**Problem to work on:**
The entries below contain a line with "const g = document.querySelector('canvas').getContext('2d');" and a line with "g.font = font". Quote exactly those two lines and all lines between them.

**The input:**
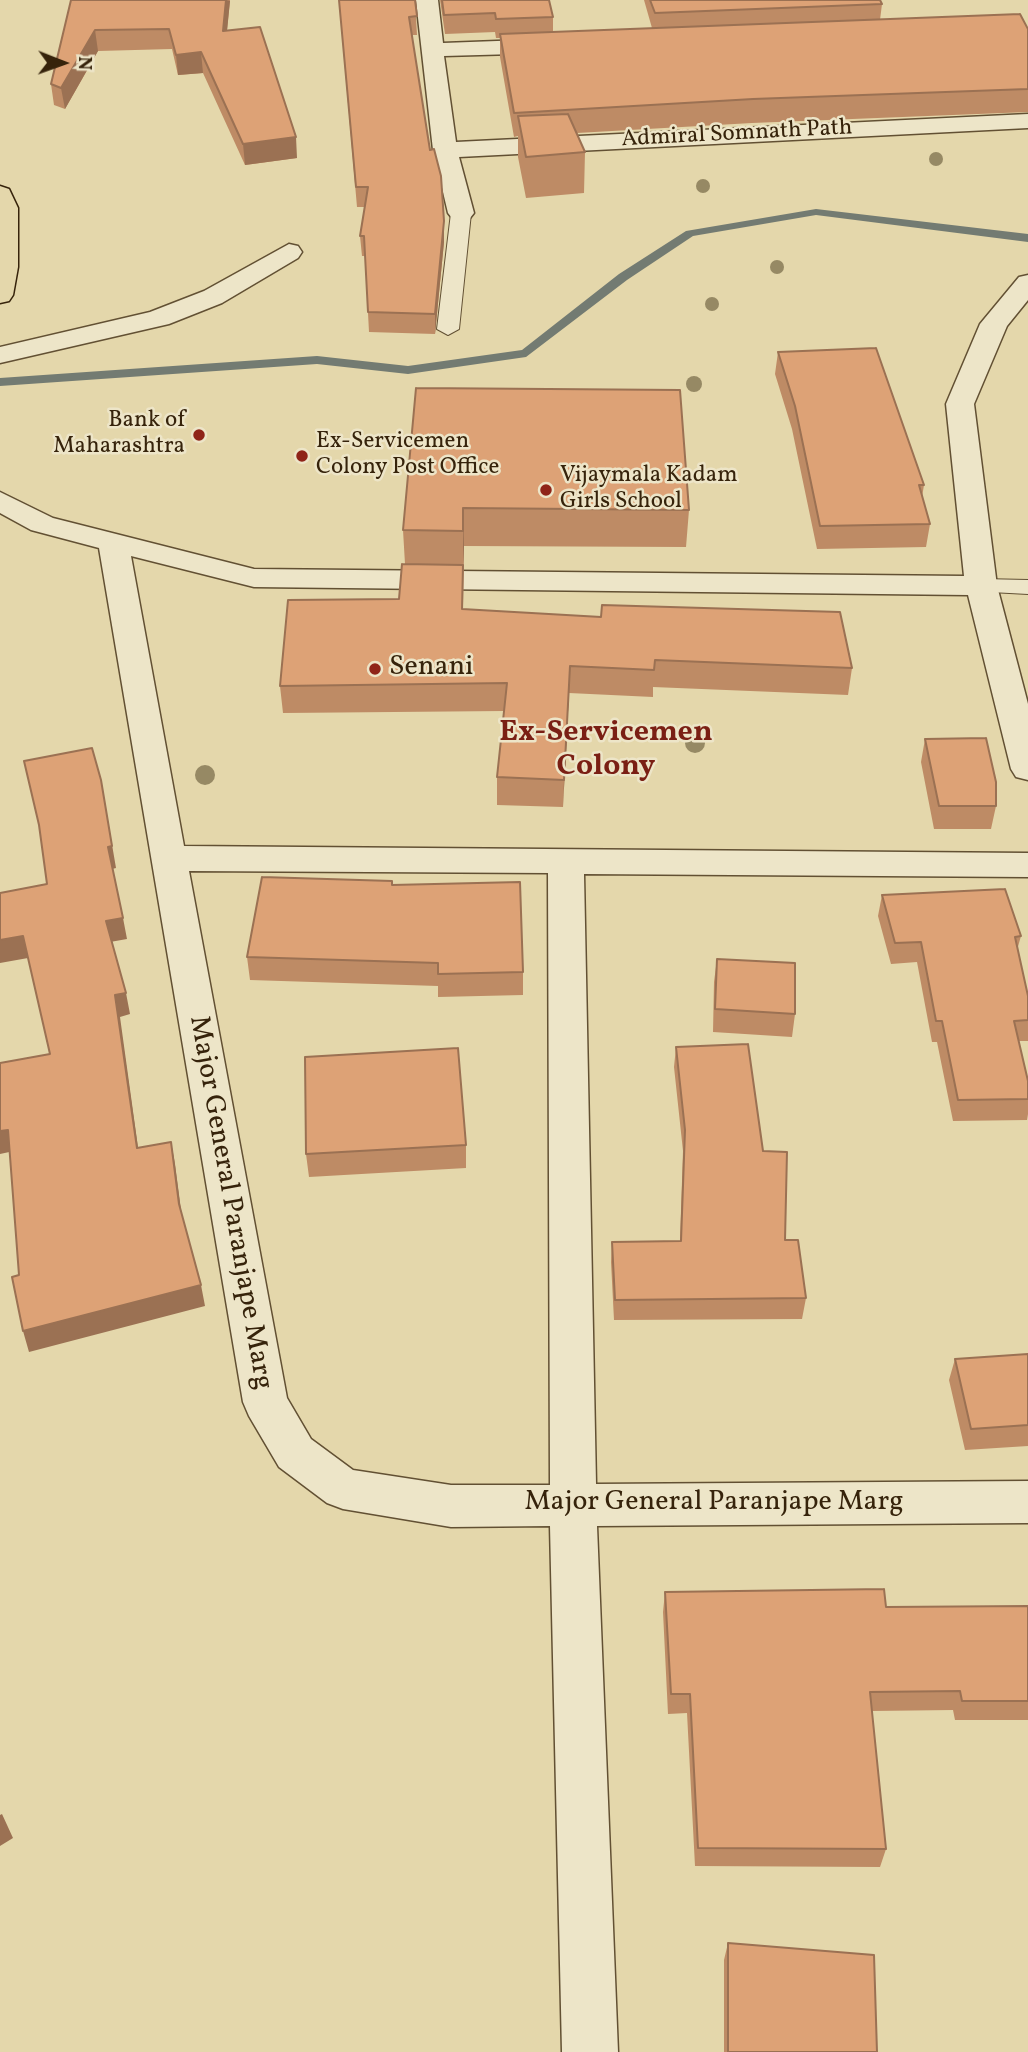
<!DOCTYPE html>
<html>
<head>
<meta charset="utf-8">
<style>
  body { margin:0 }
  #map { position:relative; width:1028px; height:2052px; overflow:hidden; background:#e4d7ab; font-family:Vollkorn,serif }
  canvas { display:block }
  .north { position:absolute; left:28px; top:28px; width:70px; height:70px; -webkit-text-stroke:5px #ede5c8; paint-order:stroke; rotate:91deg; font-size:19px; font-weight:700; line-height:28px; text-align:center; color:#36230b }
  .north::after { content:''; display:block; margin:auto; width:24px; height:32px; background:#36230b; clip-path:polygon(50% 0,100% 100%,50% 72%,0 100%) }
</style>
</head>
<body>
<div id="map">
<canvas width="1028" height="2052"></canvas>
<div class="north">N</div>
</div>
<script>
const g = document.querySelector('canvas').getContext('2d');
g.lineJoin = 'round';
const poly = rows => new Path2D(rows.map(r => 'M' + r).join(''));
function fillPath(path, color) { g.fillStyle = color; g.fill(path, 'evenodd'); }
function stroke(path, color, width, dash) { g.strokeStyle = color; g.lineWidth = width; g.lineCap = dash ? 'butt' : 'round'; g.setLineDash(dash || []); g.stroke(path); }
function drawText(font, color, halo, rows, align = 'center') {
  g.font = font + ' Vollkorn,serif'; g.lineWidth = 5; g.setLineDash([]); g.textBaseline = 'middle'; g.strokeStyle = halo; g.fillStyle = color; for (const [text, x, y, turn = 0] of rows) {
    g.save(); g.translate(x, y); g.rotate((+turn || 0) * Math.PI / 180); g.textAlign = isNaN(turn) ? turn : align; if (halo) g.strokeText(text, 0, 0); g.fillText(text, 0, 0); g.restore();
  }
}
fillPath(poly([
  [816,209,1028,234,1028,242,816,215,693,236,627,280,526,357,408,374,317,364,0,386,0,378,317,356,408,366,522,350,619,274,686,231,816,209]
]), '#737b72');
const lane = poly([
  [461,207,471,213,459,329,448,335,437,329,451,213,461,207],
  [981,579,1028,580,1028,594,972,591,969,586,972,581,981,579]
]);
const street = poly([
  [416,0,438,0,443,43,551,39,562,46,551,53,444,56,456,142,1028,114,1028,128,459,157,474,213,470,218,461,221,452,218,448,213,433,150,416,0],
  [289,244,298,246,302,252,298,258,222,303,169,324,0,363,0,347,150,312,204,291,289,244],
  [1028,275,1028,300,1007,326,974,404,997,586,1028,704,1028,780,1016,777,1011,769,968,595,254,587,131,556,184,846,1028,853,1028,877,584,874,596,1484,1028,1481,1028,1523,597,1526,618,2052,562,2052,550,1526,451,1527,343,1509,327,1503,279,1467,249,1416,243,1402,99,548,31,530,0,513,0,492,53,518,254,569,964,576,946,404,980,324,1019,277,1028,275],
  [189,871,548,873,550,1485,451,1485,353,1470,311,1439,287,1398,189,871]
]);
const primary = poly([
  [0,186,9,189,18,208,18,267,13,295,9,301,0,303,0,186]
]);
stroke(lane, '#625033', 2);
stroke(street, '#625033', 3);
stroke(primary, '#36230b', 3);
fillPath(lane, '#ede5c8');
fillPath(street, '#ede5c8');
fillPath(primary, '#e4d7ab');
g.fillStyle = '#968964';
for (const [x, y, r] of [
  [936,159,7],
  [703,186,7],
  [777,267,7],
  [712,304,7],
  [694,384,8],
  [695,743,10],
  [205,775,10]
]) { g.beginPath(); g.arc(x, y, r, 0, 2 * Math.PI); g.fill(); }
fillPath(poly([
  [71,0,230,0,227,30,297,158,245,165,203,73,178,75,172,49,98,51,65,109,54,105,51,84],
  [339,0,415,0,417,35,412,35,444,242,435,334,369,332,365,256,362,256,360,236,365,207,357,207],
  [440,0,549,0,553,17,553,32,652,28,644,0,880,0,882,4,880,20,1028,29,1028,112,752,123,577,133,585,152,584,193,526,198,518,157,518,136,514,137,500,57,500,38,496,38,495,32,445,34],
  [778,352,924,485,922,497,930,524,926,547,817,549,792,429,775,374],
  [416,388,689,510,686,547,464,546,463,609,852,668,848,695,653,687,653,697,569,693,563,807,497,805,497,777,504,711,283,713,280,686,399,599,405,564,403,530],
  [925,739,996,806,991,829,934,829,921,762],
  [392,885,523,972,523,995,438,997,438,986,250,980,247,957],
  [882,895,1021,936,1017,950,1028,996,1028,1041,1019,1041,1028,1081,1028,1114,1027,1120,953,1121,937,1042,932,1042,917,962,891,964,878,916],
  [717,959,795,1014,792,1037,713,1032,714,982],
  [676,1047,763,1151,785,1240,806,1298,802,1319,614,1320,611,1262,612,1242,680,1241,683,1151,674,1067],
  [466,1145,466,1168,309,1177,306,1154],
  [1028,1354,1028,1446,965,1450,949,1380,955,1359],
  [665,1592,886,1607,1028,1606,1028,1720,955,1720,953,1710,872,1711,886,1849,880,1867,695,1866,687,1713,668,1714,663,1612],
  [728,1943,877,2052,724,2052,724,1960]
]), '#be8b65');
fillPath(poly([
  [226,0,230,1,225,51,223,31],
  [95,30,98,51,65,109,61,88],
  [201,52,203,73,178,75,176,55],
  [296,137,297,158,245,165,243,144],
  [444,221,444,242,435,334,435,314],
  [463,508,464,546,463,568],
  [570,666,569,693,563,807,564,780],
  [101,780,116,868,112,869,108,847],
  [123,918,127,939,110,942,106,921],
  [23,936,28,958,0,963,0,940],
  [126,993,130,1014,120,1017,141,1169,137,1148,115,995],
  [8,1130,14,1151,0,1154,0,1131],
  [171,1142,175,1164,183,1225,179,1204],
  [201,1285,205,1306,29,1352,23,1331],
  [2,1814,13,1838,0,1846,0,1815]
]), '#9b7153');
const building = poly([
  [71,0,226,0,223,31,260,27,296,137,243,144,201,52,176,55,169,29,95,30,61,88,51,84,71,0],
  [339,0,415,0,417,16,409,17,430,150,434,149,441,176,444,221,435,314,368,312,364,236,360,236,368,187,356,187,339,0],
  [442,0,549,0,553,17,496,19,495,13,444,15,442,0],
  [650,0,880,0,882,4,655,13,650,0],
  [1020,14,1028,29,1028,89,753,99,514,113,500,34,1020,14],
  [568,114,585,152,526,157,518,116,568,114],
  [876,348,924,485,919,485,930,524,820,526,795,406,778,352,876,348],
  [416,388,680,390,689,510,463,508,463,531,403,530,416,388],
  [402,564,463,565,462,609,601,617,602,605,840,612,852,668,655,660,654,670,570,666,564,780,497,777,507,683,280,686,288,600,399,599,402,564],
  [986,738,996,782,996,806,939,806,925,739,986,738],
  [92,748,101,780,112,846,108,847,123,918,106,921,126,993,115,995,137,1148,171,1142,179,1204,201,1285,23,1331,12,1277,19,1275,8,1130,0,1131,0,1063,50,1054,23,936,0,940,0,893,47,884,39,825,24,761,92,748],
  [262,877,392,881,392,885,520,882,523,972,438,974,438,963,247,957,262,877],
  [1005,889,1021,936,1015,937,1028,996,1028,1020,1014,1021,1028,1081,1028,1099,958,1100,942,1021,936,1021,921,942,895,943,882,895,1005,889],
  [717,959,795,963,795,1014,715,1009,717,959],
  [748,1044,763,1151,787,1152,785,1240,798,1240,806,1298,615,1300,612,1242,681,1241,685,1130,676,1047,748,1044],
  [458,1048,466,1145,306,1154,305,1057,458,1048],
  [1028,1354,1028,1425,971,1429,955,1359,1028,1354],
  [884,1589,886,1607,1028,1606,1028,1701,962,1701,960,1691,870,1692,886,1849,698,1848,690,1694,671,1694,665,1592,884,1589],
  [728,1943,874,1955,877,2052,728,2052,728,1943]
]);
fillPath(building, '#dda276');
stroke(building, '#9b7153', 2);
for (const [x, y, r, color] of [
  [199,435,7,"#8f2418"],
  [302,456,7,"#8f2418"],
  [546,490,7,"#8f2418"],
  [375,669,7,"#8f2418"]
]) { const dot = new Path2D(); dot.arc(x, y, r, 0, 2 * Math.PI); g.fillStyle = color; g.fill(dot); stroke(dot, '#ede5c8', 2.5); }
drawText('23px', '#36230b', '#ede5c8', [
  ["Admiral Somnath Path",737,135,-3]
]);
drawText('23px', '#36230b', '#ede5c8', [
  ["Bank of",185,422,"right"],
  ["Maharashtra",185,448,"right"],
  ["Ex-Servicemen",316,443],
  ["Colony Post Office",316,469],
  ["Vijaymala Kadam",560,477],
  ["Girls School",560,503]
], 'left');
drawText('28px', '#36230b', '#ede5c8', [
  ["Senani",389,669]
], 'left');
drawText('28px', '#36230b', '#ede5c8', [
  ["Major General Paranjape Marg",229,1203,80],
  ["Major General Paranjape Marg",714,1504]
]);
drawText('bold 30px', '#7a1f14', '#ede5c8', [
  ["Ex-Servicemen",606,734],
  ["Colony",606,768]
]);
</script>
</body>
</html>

**Written answer:**
const g = document.querySelector('canvas').getContext('2d');
g.lineJoin = 'round';
const poly = rows => new Path2D(rows.map(r => 'M' + r).join(''));
function fillPath(path, color) { g.fillStyle = color; g.fill(path, 'evenodd'); }
function stroke(path, color, width, dash) { g.strokeStyle = color; g.lineWidth = width; g.lineCap = dash ? 'butt' : 'round'; g.setLineDash(dash || []); g.stroke(path); }
function drawText(font, color, halo, rows, align = 'center') {
  g.font = font + ' Vollkorn,serif'; g.lineWidth = 5; g.setLineDash([]); g.textBaseline = 'middle'; g.strokeStyle = halo; g.fillStyle = color; for (const [text, x, y, turn = 0] of rows) {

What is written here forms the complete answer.